§ Your goal: Drop all images. Then write out each line below exactly as given.

§ Excerpted records:
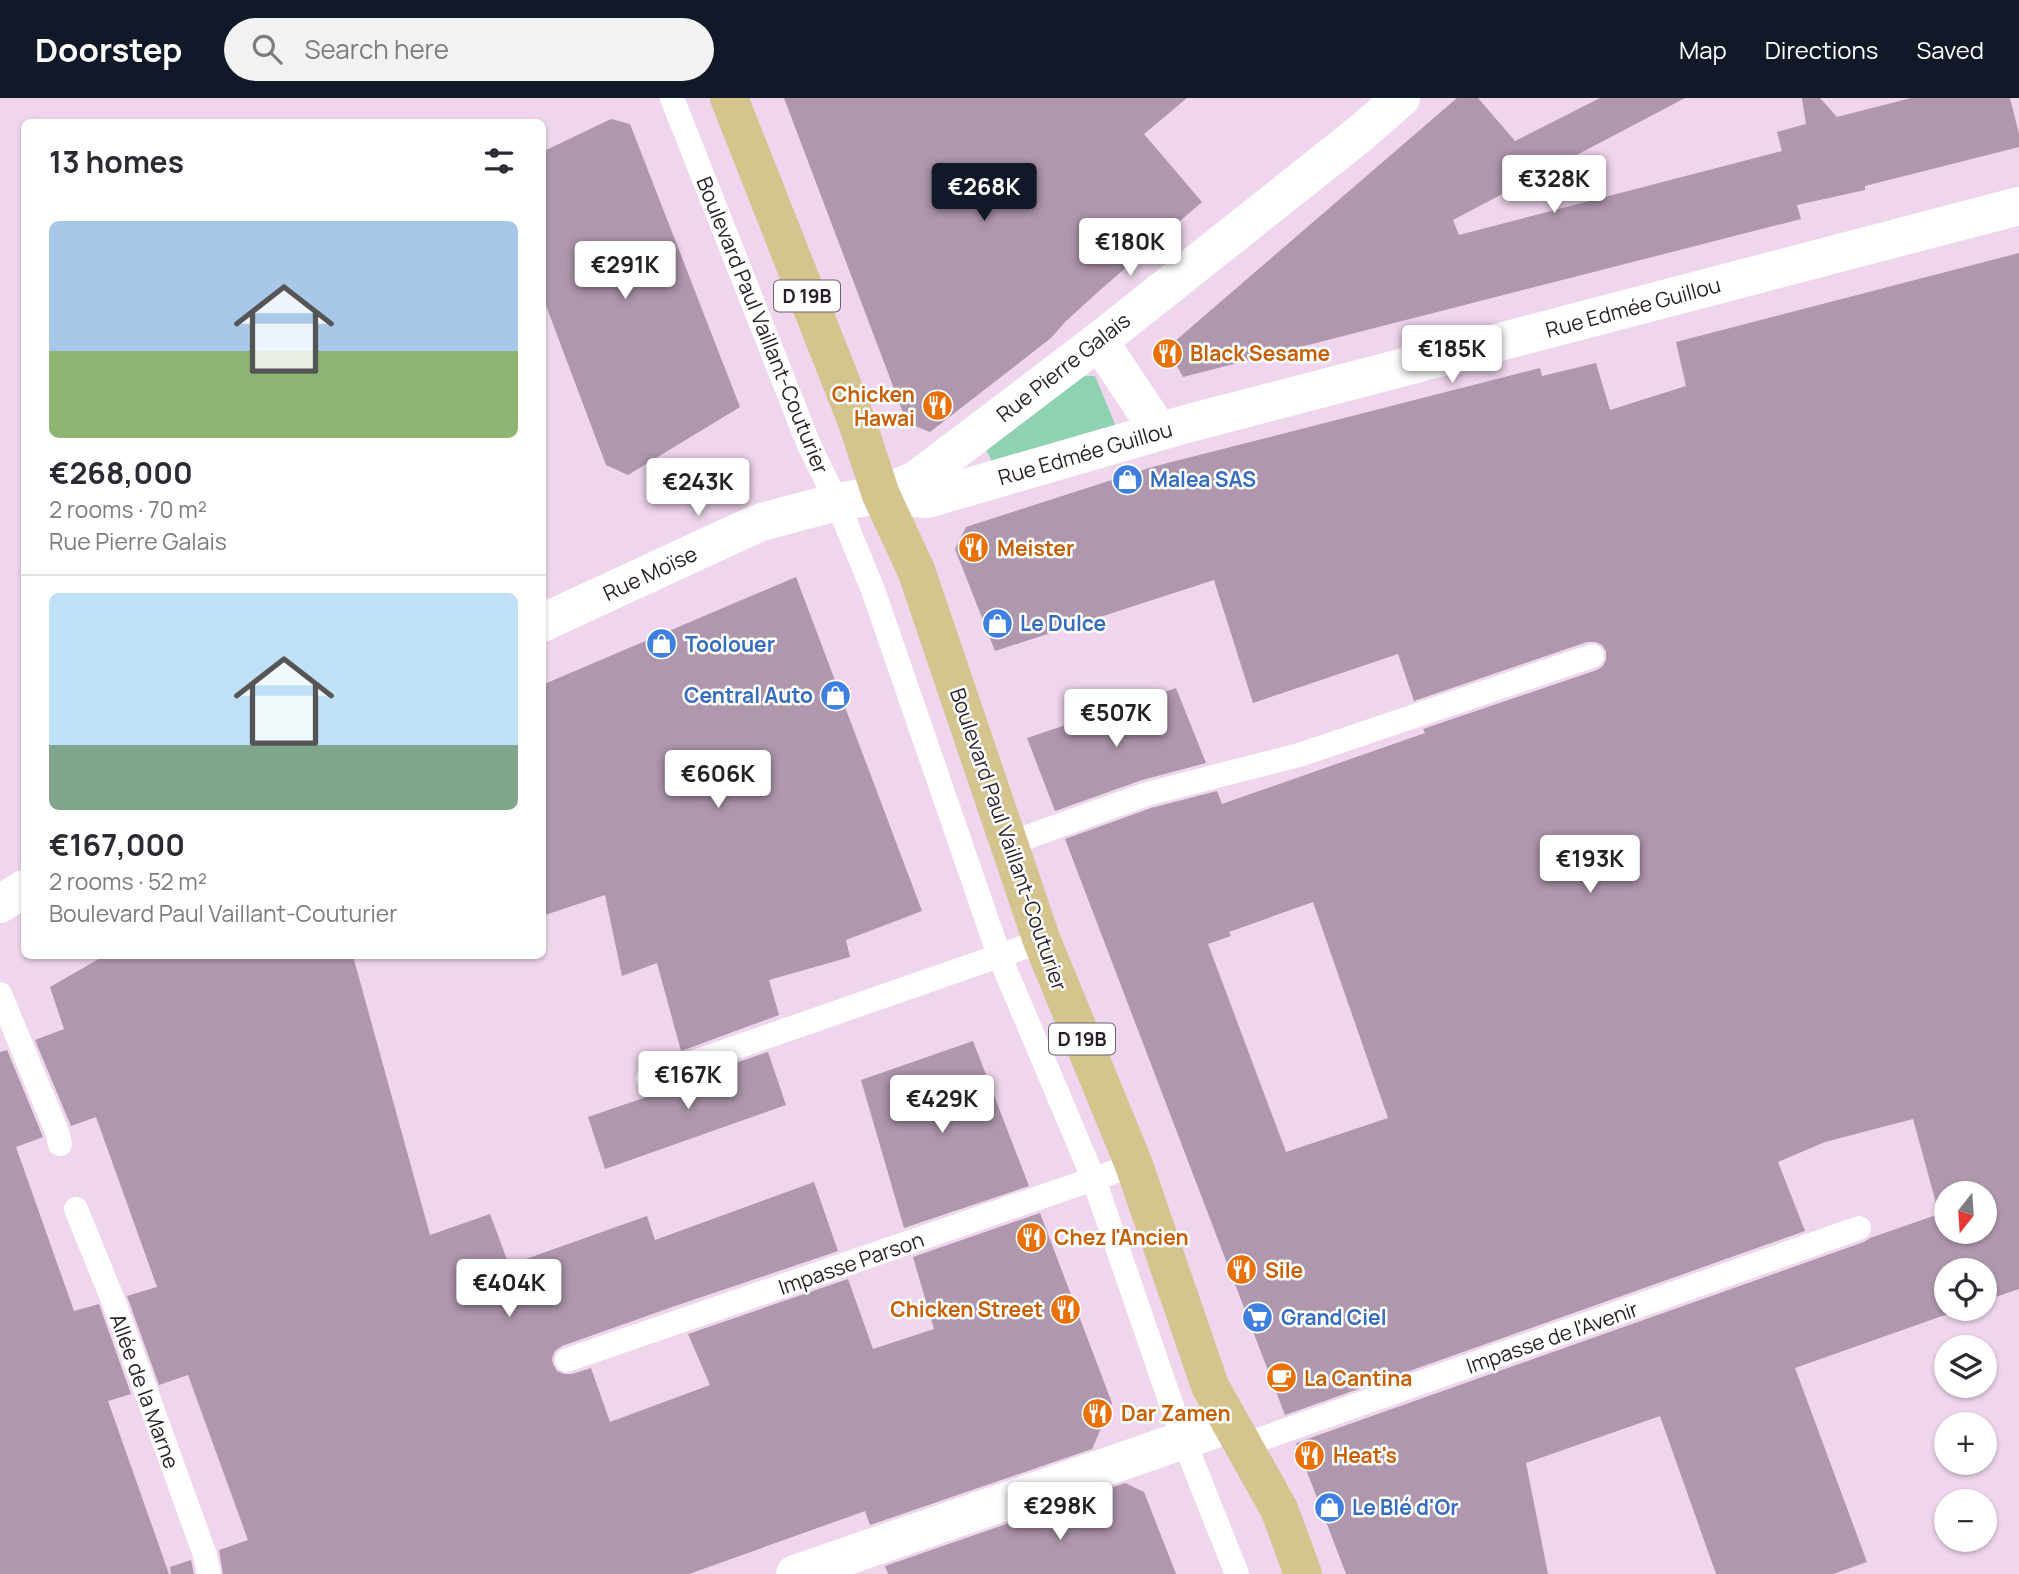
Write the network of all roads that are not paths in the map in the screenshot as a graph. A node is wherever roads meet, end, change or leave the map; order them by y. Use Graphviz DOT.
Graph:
graph roads {
  1 [pos="672,98"];
  2 [pos="729,98"];
  3 [pos="1401,98"];
  4 [pos="1360,115"];
  5 [pos="2019,206"];
  6 [pos="1099,341"];
  7 [pos="1159,431"];
  8 [pos="881,495"];
  9 [pos="837,502"];
  10 [pos="546,622"];
  11 [pos="1592,656"];
  12 [pos="1008,844"];
  13 [pos="21,891"];
  14 [pos="0,904"];
  15 [pos="1042,941"];
  16 [pos="999,955"];
  17 [pos="0,994"];
  18 [pos="648,1078"];
  19 [pos="60,1144"];
  20 [pos="1134,1165"];
  21 [pos="1094,1180"];
  22 [pos="76,1209"];
  23 [pos="1859,1228"];
  24 [pos="567,1360"];
  25 [pos="1237,1434"];
  26 [pos="1184,1441"];
  27 [pos="209,1574"];
  28 [pos="795,1574"];
  29 [pos="1237,1574"];
  30 [pos="1303,1574"];
  1 -- 9 [label="lane, Boulevard Paul Vaillant-Couturier / D 19B"];
  2 -- 8 [label="main road, Boulevard Paul Vaillant-Couturier / D 19B"];
  3 -- 4 [label="street, Rue Pierre Galais"];
  4 -- 6 [label="street, Rue Pierre Galais"];
  5 -- 7 [label="street, Rue Edmée Guillou"];
  6 -- 7 [label="street"];
  6 -- 8 [label="street, Rue Pierre Galais"];
  7 -- 8 [label="street, Rue Edmée Guillou"];
  8 -- 9 [label="street, Rue Moïse"];
  8 -- 12 [label="main road, Boulevard Paul Vaillant-Couturier / D 19B"];
  9 -- 10 [label="street, Rue Moïse"];
  9 -- 16 [label="lane, Boulevard Paul Vaillant-Couturier / D 19B"];
  11 -- 12 [label="lane"];
  12 -- 15 [label="main road, Boulevard Paul Vaillant-Couturier / D 19B"];
  13 -- 14 [label="street"];
  15 -- 16 [label="lane"];
  15 -- 20 [label="main road, Boulevard Paul Vaillant-Couturier / D 19B"];
  16 -- 18 [label="lane"];
  16 -- 21 [label="lane, Boulevard Paul Vaillant-Couturier / D 19B"];
  17 -- 19 [label="lane"];
  20 -- 21 [label="lane, Impasse Parson"];
  20 -- 25 [label="main road, Boulevard Paul Vaillant-Couturier / D 19B"];
  21 -- 24 [label="lane, Impasse Parson"];
  21 -- 26 [label="lane, Boulevard Paul Vaillant-Couturier / D 19B"];
  22 -- 27 [label="lane, Allée de la Marne"];
  23 -- 25 [label="lane, Impasse de l'Avenir"];
  25 -- 26 [label="street"];
  25 -- 30 [label="main road, Boulevard Paul Vaillant-Couturier / D 19B"];
  26 -- 28 [label="street"];
  26 -- 29 [label="lane, Boulevard Paul Vaillant-Couturier / D 19B"];
}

§ Response area:
Write the network of all roads that are not paths in the map in the screenshot as a graph. A node is wherever roads meet, end, change or leave the map; order them by y. Use Graphviz DOT.
Graph:
graph roads {
  1 [pos="672,98"];
  2 [pos="729,98"];
  3 [pos="1401,98"];
  4 [pos="1360,115"];
  5 [pos="2019,206"];
  6 [pos="1099,341"];
  7 [pos="1159,431"];
  8 [pos="881,495"];
  9 [pos="837,502"];
  10 [pos="546,622"];
  11 [pos="1592,656"];
  12 [pos="1008,844"];
  13 [pos="21,891"];
  14 [pos="0,904"];
  15 [pos="1042,941"];
  16 [pos="999,955"];
  17 [pos="0,994"];
  18 [pos="648,1078"];
  19 [pos="60,1144"];
  20 [pos="1134,1165"];
  21 [pos="1094,1180"];
  22 [pos="76,1209"];
  23 [pos="1859,1228"];
  24 [pos="567,1360"];
  25 [pos="1237,1434"];
  26 [pos="1184,1441"];
  27 [pos="209,1574"];
  28 [pos="795,1574"];
  29 [pos="1237,1574"];
  30 [pos="1303,1574"];
  1 -- 9 [label="lane, Boulevard Paul Vaillant-Couturier / D 19B"];
  2 -- 8 [label="main road, Boulevard Paul Vaillant-Couturier / D 19B"];
  3 -- 4 [label="street, Rue Pierre Galais"];
  4 -- 6 [label="street, Rue Pierre Galais"];
  5 -- 7 [label="street, Rue Edmée Guillou"];
  6 -- 7 [label="street"];
  6 -- 8 [label="street, Rue Pierre Galais"];
  7 -- 8 [label="street, Rue Edmée Guillou"];
  8 -- 9 [label="street, Rue Moïse"];
  8 -- 12 [label="main road, Boulevard Paul Vaillant-Couturier / D 19B"];
  9 -- 10 [label="street, Rue Moïse"];
  9 -- 16 [label="lane, Boulevard Paul Vaillant-Couturier / D 19B"];
  11 -- 12 [label="lane"];
  12 -- 15 [label="main road, Boulevard Paul Vaillant-Couturier / D 19B"];
  13 -- 14 [label="street"];
  15 -- 16 [label="lane"];
  15 -- 20 [label="main road, Boulevard Paul Vaillant-Couturier / D 19B"];
  16 -- 18 [label="lane"];
  16 -- 21 [label="lane, Boulevard Paul Vaillant-Couturier / D 19B"];
  17 -- 19 [label="lane"];
  20 -- 21 [label="lane, Impasse Parson"];
  20 -- 25 [label="main road, Boulevard Paul Vaillant-Couturier / D 19B"];
  21 -- 24 [label="lane, Impasse Parson"];
  21 -- 26 [label="lane, Boulevard Paul Vaillant-Couturier / D 19B"];
  22 -- 27 [label="lane, Allée de la Marne"];
  23 -- 25 [label="lane, Impasse de l'Avenir"];
  25 -- 26 [label="street"];
  25 -- 30 [label="main road, Boulevard Paul Vaillant-Couturier / D 19B"];
  26 -- 28 [label="street"];
  26 -- 29 [label="lane, Boulevard Paul Vaillant-Couturier / D 19B"];
}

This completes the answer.